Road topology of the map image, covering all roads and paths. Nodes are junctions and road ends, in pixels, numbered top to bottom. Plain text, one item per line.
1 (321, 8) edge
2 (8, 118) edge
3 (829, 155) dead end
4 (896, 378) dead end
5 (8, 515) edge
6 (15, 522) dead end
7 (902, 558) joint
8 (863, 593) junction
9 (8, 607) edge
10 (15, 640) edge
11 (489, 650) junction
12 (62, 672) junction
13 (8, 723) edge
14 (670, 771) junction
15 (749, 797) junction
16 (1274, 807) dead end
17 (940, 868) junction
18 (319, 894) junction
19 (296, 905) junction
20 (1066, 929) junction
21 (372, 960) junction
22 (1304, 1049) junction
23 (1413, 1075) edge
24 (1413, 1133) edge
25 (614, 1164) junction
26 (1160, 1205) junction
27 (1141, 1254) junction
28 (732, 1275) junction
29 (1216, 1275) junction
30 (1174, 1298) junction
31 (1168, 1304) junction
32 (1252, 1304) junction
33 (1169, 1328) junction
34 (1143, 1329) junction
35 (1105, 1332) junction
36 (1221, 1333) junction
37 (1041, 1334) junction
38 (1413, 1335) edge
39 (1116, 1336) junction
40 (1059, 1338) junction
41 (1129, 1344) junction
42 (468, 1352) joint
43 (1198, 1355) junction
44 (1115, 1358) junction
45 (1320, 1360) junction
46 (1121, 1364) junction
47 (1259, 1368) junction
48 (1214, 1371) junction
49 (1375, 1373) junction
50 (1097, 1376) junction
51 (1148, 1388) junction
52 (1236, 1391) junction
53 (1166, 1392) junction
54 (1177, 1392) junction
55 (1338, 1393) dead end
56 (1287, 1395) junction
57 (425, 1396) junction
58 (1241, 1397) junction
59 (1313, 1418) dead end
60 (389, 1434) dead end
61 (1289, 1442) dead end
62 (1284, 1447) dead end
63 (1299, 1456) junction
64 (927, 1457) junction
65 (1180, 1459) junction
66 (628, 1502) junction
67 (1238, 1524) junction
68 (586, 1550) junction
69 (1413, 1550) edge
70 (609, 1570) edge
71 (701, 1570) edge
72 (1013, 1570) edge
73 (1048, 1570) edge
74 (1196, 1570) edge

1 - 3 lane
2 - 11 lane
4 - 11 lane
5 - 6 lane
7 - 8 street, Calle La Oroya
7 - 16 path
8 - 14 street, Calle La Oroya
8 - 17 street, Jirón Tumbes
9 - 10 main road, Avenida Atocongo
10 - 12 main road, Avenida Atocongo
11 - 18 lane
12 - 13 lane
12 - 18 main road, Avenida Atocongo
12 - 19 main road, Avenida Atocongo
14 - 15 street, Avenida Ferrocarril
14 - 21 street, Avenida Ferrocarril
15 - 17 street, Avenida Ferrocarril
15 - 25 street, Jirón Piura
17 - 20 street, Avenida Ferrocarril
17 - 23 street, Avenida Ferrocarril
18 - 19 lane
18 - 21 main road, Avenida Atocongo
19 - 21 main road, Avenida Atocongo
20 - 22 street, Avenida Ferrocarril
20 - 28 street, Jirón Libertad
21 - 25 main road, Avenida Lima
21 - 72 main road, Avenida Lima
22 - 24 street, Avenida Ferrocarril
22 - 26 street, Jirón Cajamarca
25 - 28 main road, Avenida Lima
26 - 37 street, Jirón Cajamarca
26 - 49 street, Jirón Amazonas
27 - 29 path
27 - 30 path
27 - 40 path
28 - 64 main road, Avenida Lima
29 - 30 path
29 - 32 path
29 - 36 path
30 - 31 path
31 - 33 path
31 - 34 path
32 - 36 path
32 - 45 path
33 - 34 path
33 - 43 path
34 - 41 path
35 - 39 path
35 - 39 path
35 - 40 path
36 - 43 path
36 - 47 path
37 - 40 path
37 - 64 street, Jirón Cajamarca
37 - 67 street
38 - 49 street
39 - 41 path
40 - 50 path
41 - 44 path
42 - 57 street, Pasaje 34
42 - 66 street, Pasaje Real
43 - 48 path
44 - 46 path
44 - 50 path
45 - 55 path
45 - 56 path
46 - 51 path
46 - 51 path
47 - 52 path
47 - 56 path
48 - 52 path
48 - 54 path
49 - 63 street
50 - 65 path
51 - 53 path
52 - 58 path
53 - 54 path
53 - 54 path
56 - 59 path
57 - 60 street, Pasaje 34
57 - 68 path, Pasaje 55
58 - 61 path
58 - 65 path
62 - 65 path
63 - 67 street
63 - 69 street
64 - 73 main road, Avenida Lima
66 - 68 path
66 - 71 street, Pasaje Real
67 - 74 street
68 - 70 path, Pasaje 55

▬▬▬▬▬▬▬▬▬▬

=== Your assignment ===
Give the count of lines in the records above that hold the string "Jirón", and only that count.

=== Solution for this task ===
7